SECTION
4 - SLEEP AND HEALTH
Sleep and Safety
Background
Demands on human wakefulness and alertness through increased
requirements for shift work , on-call and prolonged work hours,
and increased use of time for waking activities, have resulted
in more people being awake more of the time. Paralleling these
increased demands has been a growing appreciation of the risks
posed by fatigue . In this context, fatigue is defined as a
reduced capacity for cognitive performance due to time-on-task,
inadequate sleep, adverse circadian timing, or the interaction
of these factors. Fatigue can adversely affect public health
and safety, due, for example, to oil spills, truck, bus and
automobile crashes, railroad and commuter train disasters,
aviation accidents, power plant mishaps, and medical errors.
The National Highway
Traffic Safety Administration (NHTSA) estimates that 100,000–150,000
motor vehicle crashes each year and 4 percent of all fatal
crashes are caused by drowsy driving . Drowsy driving crashes
have a fatality rate and injury severity level similar to
alcohol -related crashes.
Risk factors for drowsy driving crashes include: late night/early
morning driving, people with untreated excessive sleepiness,
people who sleep 6 or fewer hours per day, young adult males
(ages 16 to 24), commercial truck drivers, and night shift
workers .
Recent reports from the National Academy of Sciences, Institute
of Medicine , concluded that as many as 100,000 patient deaths
per year may be due to medical errors.

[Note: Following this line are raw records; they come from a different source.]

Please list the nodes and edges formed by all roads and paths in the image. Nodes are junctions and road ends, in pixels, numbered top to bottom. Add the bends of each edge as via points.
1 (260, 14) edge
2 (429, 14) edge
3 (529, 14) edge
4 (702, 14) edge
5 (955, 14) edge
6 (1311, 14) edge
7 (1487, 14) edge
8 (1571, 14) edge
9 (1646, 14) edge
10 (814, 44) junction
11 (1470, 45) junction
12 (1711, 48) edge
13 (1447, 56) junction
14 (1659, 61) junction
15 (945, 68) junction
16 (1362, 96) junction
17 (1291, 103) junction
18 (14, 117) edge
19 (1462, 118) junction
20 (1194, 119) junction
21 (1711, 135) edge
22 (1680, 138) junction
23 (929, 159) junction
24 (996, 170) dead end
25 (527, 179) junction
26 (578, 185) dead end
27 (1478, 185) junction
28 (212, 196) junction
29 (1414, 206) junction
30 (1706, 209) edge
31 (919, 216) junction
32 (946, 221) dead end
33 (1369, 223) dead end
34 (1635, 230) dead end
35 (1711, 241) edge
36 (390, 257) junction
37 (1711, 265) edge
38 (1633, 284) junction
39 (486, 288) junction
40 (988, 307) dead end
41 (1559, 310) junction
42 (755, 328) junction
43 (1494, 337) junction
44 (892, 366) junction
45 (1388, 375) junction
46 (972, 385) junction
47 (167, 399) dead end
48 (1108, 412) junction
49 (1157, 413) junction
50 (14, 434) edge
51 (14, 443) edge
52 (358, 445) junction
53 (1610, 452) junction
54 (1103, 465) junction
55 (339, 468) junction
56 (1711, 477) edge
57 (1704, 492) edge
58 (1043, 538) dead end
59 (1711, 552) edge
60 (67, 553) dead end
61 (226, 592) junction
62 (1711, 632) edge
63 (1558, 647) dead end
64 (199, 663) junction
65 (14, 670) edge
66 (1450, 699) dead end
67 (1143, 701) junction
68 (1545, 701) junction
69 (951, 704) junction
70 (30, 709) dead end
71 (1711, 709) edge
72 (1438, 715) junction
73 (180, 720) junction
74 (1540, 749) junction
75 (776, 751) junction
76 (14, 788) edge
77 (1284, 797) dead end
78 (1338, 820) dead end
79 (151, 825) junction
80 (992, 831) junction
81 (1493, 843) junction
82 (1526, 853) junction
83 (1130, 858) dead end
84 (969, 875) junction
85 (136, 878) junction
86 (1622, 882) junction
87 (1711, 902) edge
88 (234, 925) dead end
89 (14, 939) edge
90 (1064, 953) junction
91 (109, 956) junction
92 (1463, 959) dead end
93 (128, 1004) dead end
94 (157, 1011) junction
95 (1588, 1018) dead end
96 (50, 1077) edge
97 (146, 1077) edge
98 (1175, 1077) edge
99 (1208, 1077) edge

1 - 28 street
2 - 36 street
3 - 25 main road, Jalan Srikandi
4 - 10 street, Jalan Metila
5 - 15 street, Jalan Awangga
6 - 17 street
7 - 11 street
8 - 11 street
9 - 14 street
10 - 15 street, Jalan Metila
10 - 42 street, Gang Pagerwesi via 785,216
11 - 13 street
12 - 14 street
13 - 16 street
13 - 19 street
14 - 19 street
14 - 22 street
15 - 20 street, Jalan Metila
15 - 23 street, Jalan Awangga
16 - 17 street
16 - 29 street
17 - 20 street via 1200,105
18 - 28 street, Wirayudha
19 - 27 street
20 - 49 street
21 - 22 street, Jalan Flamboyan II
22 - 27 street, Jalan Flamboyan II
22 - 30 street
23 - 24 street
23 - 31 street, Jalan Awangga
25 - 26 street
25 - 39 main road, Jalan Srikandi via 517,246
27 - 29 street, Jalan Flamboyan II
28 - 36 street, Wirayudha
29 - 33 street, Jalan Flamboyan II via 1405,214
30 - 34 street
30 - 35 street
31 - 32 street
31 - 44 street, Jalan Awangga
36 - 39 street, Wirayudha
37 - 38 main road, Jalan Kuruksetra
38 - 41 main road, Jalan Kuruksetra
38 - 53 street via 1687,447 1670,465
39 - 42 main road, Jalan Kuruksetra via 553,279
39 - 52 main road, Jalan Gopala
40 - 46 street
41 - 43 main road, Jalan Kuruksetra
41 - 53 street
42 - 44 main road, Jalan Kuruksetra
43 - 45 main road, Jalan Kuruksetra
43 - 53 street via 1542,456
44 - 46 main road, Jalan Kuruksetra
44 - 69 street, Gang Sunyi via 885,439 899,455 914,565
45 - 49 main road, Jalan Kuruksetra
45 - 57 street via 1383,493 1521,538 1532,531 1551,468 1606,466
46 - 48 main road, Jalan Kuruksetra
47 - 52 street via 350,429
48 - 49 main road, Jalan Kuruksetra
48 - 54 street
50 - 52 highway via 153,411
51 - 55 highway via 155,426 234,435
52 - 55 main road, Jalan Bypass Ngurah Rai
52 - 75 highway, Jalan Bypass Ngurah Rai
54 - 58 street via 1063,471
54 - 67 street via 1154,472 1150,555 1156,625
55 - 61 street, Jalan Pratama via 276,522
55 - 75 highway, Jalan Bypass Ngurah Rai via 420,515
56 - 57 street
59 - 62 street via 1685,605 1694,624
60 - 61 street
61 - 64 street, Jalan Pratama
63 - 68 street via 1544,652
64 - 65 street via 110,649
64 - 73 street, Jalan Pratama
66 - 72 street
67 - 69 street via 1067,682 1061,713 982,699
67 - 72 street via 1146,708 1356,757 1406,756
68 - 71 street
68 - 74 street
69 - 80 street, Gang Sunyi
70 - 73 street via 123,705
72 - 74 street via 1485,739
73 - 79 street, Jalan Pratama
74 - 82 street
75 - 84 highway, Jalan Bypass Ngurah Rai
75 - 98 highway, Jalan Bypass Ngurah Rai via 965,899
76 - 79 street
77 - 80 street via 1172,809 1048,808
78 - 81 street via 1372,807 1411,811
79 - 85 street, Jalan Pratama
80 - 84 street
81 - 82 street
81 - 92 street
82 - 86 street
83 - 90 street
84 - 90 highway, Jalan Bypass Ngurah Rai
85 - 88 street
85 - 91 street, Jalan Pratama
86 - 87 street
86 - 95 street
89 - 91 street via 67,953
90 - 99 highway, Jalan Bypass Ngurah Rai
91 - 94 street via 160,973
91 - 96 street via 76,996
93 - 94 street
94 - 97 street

Based on surveys of
medical residents and other information, it is widely believed
that substantial numbers of these adverse events result from
fatigue due to prolonged work hours and inadequate sleep among
doctors and nurses.
These problems of sleepiness and fatigue , and the contributions
of inadequate sleep and night work, to human error and accidents
have high costs in both lives lost and economic impact. Options,
therefore, for mitigating sleepiness and fatigue need to be
explored. The Department of Transportation (DOT) is investing
significant resources to better understand and manage fatigue
in transportation systems. For example, r ecent research supported
by the Federal Motor Carrier Safety Administration suggests
that both work schedules and sleep disorders are primary contributors
to fatigue and sleepiness among truck drivers . Long and irregular
work schedules that require operators to juggle work demands
with family and social demands lead to reduced or disrupted
sleep and, therefore, to fatigue.
E xcessive fatigue and its risks are largely preventable when
the causes are identified and mitigated. For example, establishing
cost-effective techniques for identifying and treating transportation
workers (such as commercial truck drivers ) who have Sleep-Disordered
Breathing (SDB) could lessen the likelihood of fatigue-related
accidents. Preventing cumulative sleep debt by providing adequate
recovery sleep opportunities for workers could reduce the risks
of fatigue-related performance failures and catastrophic outcomes
in many industries. Moving school start times to a later hour
for adolescents could reduce the likelihood of drowsy-driving
automobile crashes and injuries in school activities in this
at-risk group. Finding ways to prevent fatigue-related medical
errors by physicians and nurses could save thousands of patient
lives each year, and improve the learning and safety of the
doctors and nurses.
Although ensuring
public and personal safety through adequate sleep is a broad
issue of interest to many Federal, State, and private entities,
the National Institutes of Health have a unique role in ensuring
that scientifically sound evidence is acquired on the basic
biomedical and health-related factors mediating sleep need,
behavioral alertness, and risk.
Progress
in the Last Five Years
Scientific
evidence increasingly demonstrates that fatigue is a significant
causal and contributing factor to adverse events including
motor vehicle and other fatigue-related accidents. However,
there is no general consensus that these data are definitive
and compelling.
Field
and simulator studies in safety-sensitive occupations (e.g.,
medical and surgical residents , truck drivers , airline
pilots ) have demonstrated that performance in real-world
tasks degrades under conditions of partial sleep loss and night
work. Such studies highlight that the biology of neurobehavioral
deficits from sleep loss and fatigue is not dependent on one's
profession, motivation, or compensation.
Experiments
have demonstrated that chronic reductions in sleep duration
by healthy adults result in cumulative deficits in basic
neurobehavioral functions, including vigilance performance,
cognitive speed and accuracy, short-term memory , and executive
functions. Such data are vital to establishing reliable, evidence-based
recommendations for sleep need.
Research
has identified some technologies that can detect fatigue
and drowsiness before they result in a serious performance
error. Some of these technologies include biobehavioral and
physiological assessments, but few have undergone rigorous
double-blind validation in controlled experiments.
Mathematical
models of the regulation of sleep have been extended to predict
waking performance capability based on sleep history, circadian
phase estimates, and additional behavioral and biological
variables. There is considerable belief that such models
can be used to precisely identify schedules that minimize
fatigue .
Recognition
that fatigue -related errors and accidents are inherent in
24/7 operations has led to fatigue management using countermeasures
that are preventive (e.g., education about the biological
basis of fatigue) and operational (e.g., naps in the workplace).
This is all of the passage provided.